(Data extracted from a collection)
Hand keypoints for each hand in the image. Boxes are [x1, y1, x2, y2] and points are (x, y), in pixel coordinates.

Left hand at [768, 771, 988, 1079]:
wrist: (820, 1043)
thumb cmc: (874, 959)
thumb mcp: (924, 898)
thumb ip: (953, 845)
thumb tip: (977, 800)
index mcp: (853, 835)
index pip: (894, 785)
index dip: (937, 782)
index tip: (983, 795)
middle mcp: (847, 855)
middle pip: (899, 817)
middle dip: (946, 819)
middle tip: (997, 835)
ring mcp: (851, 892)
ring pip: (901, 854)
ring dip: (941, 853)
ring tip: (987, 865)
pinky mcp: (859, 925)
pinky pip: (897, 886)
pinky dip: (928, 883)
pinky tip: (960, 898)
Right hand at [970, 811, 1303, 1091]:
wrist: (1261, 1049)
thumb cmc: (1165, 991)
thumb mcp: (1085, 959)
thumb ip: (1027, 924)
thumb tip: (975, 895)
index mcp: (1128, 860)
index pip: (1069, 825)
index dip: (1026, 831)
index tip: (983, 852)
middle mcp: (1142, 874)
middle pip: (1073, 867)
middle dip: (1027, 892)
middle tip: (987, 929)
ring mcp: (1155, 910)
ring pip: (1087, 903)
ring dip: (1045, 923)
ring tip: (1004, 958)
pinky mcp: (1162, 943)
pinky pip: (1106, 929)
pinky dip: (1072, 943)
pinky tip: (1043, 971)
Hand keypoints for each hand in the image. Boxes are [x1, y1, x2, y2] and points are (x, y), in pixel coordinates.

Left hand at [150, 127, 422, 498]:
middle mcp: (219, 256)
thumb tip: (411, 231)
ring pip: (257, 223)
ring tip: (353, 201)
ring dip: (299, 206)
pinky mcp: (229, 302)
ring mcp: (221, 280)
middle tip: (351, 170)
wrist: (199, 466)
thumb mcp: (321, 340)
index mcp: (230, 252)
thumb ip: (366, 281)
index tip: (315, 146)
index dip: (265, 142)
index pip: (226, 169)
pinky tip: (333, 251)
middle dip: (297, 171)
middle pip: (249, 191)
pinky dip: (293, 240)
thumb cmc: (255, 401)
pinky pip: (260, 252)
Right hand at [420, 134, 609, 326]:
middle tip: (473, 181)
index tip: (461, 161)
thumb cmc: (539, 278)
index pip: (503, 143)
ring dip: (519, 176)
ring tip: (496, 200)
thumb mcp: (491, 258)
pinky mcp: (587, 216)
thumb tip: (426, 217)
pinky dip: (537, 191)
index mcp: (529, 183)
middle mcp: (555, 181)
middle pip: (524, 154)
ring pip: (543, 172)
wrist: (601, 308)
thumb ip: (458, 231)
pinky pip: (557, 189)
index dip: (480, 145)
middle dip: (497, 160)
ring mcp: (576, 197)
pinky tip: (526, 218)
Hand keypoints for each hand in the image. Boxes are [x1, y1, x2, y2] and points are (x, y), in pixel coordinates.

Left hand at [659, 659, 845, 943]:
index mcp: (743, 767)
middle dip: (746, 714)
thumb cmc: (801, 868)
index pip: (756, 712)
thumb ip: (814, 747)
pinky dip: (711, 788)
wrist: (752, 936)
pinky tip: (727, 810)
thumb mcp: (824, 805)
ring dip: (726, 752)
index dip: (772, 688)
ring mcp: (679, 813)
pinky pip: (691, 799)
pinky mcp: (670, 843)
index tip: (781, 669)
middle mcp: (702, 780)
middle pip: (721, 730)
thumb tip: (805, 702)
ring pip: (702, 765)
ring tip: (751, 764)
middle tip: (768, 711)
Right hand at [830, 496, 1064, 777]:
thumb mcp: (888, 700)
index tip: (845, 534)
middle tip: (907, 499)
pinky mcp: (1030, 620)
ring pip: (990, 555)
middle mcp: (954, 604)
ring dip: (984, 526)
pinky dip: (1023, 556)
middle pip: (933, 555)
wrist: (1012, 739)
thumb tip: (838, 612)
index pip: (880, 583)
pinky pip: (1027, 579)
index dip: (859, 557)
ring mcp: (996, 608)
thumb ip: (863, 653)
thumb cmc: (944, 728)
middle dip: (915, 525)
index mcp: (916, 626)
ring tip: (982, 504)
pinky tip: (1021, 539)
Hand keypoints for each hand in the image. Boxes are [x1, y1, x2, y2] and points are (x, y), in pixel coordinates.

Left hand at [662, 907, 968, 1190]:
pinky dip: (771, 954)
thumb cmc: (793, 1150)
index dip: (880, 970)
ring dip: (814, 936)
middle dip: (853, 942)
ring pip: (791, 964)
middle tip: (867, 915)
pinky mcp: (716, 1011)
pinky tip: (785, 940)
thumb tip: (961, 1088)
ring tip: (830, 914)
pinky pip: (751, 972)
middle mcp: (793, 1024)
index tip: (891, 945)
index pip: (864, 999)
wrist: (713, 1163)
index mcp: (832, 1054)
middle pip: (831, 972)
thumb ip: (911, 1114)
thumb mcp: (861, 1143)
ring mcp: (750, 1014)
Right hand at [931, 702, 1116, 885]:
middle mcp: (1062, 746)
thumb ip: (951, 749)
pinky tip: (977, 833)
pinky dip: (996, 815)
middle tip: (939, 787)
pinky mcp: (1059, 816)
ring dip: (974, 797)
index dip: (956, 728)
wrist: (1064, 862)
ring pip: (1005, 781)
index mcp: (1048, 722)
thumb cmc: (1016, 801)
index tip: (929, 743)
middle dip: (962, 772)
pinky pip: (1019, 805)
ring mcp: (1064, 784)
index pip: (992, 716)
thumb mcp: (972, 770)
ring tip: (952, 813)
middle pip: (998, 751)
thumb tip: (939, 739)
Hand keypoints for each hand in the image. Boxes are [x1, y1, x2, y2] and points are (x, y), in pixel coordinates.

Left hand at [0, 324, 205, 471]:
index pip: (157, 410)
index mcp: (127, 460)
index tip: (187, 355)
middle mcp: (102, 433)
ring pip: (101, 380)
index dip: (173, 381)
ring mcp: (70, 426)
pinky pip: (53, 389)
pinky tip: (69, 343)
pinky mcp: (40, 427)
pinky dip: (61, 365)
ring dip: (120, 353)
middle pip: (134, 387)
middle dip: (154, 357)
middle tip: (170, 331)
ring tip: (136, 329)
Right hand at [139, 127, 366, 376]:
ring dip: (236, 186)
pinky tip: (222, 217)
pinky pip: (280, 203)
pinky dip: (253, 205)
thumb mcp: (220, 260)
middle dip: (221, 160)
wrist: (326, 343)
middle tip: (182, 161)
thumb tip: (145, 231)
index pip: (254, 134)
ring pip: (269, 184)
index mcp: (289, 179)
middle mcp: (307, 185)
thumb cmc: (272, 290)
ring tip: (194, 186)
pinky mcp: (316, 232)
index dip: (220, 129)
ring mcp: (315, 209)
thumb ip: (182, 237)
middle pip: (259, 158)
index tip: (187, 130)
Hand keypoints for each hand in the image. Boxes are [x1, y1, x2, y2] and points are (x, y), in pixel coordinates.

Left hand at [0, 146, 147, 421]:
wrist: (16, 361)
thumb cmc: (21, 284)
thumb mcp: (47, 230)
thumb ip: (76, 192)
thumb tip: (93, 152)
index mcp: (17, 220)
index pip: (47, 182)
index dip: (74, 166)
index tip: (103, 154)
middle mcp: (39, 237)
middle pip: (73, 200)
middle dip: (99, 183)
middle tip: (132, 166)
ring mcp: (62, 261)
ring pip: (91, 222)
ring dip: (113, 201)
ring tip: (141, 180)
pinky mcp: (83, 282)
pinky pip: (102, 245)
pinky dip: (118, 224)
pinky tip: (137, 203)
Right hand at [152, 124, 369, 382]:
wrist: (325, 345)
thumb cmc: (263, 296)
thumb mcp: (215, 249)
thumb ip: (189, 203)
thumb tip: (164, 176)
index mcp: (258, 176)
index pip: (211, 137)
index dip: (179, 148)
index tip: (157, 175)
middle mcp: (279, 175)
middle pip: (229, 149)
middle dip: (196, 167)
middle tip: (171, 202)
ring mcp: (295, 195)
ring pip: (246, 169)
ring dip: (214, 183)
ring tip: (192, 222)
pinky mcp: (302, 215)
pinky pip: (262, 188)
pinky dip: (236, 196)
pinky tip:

* [DESCRIPTION OF THE TASK]: Please restate, word for word, the lines of the entries that run from the first line through the one holding "thumb cmc: (1165, 991)", and add nothing.

* [EXERCISE OUTPUT]:
Hand keypoints for each hand in the image. Boxes are [x1, y1, x2, y2] and points are (x, y), in pixel coordinates.

Left hand at [768, 771, 988, 1079]:
wrist: (820, 1043)
thumb cmc: (874, 959)
thumb mcp: (924, 898)
thumb ip: (953, 845)
thumb tip: (977, 800)
index mcp: (853, 835)
index pip: (894, 785)
index dip: (937, 782)
index tip: (983, 795)
middle mcp: (847, 855)
middle pip: (899, 817)
middle dip: (946, 819)
middle tip: (997, 835)
ring mcp: (851, 892)
ring pip: (901, 854)
ring dip: (941, 853)
ring tip: (987, 865)
pinky mcp: (859, 925)
pinky pip: (897, 886)
pinky dip: (928, 883)
pinky tip: (960, 898)
Right hand at [970, 811, 1303, 1091]:
wrist: (1261, 1049)
thumb cmc: (1165, 991)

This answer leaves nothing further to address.